- Work request:
What is needed is an exact copy of every entry below.
[Opening Provided material section]
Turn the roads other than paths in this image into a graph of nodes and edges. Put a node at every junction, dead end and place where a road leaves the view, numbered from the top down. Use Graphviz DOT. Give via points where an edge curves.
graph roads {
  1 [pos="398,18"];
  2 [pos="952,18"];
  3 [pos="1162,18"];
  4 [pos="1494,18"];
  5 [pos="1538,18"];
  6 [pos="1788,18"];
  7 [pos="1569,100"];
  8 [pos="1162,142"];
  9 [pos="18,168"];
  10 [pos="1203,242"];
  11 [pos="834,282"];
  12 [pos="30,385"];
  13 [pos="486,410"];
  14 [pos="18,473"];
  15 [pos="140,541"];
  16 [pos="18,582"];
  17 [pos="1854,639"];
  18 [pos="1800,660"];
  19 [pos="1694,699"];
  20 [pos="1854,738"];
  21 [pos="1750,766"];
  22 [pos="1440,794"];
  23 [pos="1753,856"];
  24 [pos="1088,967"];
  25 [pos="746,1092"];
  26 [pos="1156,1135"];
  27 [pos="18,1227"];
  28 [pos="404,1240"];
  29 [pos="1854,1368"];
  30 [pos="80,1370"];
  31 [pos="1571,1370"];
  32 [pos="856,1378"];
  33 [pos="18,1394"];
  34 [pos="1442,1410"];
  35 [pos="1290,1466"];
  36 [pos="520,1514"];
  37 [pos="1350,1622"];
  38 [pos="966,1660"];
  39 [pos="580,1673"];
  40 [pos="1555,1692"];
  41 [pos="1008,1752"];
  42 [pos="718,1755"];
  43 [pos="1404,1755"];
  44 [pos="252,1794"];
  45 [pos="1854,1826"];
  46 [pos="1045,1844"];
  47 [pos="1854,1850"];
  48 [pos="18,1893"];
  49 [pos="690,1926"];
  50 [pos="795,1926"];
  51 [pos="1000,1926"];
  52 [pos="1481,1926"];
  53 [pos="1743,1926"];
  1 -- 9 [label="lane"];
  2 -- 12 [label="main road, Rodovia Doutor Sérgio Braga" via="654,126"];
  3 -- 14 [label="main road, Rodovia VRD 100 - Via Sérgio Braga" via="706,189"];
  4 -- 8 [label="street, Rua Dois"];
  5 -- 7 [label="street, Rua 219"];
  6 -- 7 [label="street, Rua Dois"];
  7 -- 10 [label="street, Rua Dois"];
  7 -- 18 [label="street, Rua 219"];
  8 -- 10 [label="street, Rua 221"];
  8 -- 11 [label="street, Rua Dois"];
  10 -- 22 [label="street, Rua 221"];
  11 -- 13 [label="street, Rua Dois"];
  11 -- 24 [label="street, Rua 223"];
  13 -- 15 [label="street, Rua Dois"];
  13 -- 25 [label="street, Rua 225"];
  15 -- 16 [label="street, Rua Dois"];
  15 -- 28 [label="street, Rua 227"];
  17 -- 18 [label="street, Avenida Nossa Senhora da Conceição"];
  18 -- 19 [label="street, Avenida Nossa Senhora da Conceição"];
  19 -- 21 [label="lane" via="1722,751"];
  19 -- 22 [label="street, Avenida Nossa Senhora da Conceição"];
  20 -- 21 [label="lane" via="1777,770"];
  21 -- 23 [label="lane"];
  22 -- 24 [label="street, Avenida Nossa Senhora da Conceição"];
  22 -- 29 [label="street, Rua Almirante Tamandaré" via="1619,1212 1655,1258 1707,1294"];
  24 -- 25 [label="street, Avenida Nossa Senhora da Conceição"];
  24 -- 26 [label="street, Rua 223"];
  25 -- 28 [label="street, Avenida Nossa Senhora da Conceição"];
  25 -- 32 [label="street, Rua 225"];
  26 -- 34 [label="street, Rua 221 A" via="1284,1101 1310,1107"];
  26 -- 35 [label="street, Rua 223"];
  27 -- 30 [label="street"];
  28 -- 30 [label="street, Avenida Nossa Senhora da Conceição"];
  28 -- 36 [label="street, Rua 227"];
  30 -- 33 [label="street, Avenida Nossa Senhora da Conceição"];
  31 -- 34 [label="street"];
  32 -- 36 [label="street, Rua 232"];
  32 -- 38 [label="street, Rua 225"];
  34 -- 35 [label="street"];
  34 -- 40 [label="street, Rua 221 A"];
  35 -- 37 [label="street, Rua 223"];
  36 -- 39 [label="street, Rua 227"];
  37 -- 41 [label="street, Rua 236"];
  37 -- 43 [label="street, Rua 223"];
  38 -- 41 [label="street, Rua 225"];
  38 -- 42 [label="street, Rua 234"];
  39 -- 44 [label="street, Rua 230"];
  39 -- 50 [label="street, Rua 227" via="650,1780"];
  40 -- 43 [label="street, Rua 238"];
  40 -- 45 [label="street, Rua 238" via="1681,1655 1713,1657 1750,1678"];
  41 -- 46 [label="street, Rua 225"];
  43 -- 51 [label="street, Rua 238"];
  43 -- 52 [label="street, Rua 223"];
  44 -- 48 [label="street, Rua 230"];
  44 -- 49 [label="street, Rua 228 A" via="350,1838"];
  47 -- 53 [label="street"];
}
[Closing Provided material section]
- Result of the task:
Turn the roads other than paths in this image into a graph of nodes and edges. Put a node at every junction, dead end and place where a road leaves the view, numbered from the top down. Use Graphviz DOT. Give via points where an edge curves.
graph roads {
  1 [pos="398,18"];
  2 [pos="952,18"];
  3 [pos="1162,18"];
  4 [pos="1494,18"];
  5 [pos="1538,18"];
  6 [pos="1788,18"];
  7 [pos="1569,100"];
  8 [pos="1162,142"];
  9 [pos="18,168"];
  10 [pos="1203,242"];
  11 [pos="834,282"];
  12 [pos="30,385"];
  13 [pos="486,410"];
  14 [pos="18,473"];
  15 [pos="140,541"];
  16 [pos="18,582"];
  17 [pos="1854,639"];
  18 [pos="1800,660"];
  19 [pos="1694,699"];
  20 [pos="1854,738"];
  21 [pos="1750,766"];
  22 [pos="1440,794"];
  23 [pos="1753,856"];
  24 [pos="1088,967"];
  25 [pos="746,1092"];
  26 [pos="1156,1135"];
  27 [pos="18,1227"];
  28 [pos="404,1240"];
  29 [pos="1854,1368"];
  30 [pos="80,1370"];
  31 [pos="1571,1370"];
  32 [pos="856,1378"];
  33 [pos="18,1394"];
  34 [pos="1442,1410"];
  35 [pos="1290,1466"];
  36 [pos="520,1514"];
  37 [pos="1350,1622"];
  38 [pos="966,1660"];
  39 [pos="580,1673"];
  40 [pos="1555,1692"];
  41 [pos="1008,1752"];
  42 [pos="718,1755"];
  43 [pos="1404,1755"];
  44 [pos="252,1794"];
  45 [pos="1854,1826"];
  46 [pos="1045,1844"];
  47 [pos="1854,1850"];
  48 [pos="18,1893"];
  49 [pos="690,1926"];
  50 [pos="795,1926"];
  51 [pos="1000,1926"];
  52 [pos="1481,1926"];
  53 [pos="1743,1926"];
  1 -- 9 [label="lane"];
  2 -- 12 [label="main road, Rodovia Doutor Sérgio Braga" via="654,126"];
  3 -- 14 [label="main road, Rodovia VRD 100 - Via Sérgio Braga" via="706,189"];
  4 -- 8 [label="street, Rua Dois"];
  5 -- 7 [label="street, Rua 219"];
  6 -- 7 [label="street, Rua Dois"];
  7 -- 10 [label="street, Rua Dois"];
  7 -- 18 [label="street, Rua 219"];
  8 -- 10 [label="street, Rua 221"];
  8 -- 11 [label="street, Rua Dois"];
  10 -- 22 [label="street, Rua 221"];
  11 -- 13 [label="street, Rua Dois"];
  11 -- 24 [label="street, Rua 223"];
  13 -- 15 [label="street, Rua Dois"];
  13 -- 25 [label="street, Rua 225"];
  15 -- 16 [label="street, Rua Dois"];
  15 -- 28 [label="street, Rua 227"];
  17 -- 18 [label="street, Avenida Nossa Senhora da Conceição"];
  18 -- 19 [label="street, Avenida Nossa Senhora da Conceição"];
  19 -- 21 [label="lane" via="1722,751"];
  19 -- 22 [label="street, Avenida Nossa Senhora da Conceição"];
  20 -- 21 [label="lane" via="1777,770"];
  21 -- 23 [label="lane"];
  22 -- 24 [label="street, Avenida Nossa Senhora da Conceição"];
  22 -- 29 [label="street, Rua Almirante Tamandaré" via="1619,1212 1655,1258 1707,1294"];
  24 -- 25 [label="street, Avenida Nossa Senhora da Conceição"];
  24 -- 26 [label="street, Rua 223"];
  25 -- 28 [label="street, Avenida Nossa Senhora da Conceição"];
  25 -- 32 [label="street, Rua 225"];
  26 -- 34 [label="street, Rua 221 A" via="1284,1101 1310,1107"];
  26 -- 35 [label="street, Rua 223"];
  27 -- 30 [label="street"];
  28 -- 30 [label="street, Avenida Nossa Senhora da Conceição"];
  28 -- 36 [label="street, Rua 227"];
  30 -- 33 [label="street, Avenida Nossa Senhora da Conceição"];
  31 -- 34 [label="street"];
  32 -- 36 [label="street, Rua 232"];
  32 -- 38 [label="street, Rua 225"];
  34 -- 35 [label="street"];
  34 -- 40 [label="street, Rua 221 A"];
  35 -- 37 [label="street, Rua 223"];
  36 -- 39 [label="street, Rua 227"];
  37 -- 41 [label="street, Rua 236"];
  37 -- 43 [label="street, Rua 223"];
  38 -- 41 [label="street, Rua 225"];
  38 -- 42 [label="street, Rua 234"];
  39 -- 44 [label="street, Rua 230"];
  39 -- 50 [label="street, Rua 227" via="650,1780"];
  40 -- 43 [label="street, Rua 238"];
  40 -- 45 [label="street, Rua 238" via="1681,1655 1713,1657 1750,1678"];
  41 -- 46 [label="street, Rua 225"];
  43 -- 51 [label="street, Rua 238"];
  43 -- 52 [label="street, Rua 223"];
  44 -- 48 [label="street, Rua 230"];
  44 -- 49 [label="street, Rua 228 A" via="350,1838"];
  47 -- 53 [label="street"];
}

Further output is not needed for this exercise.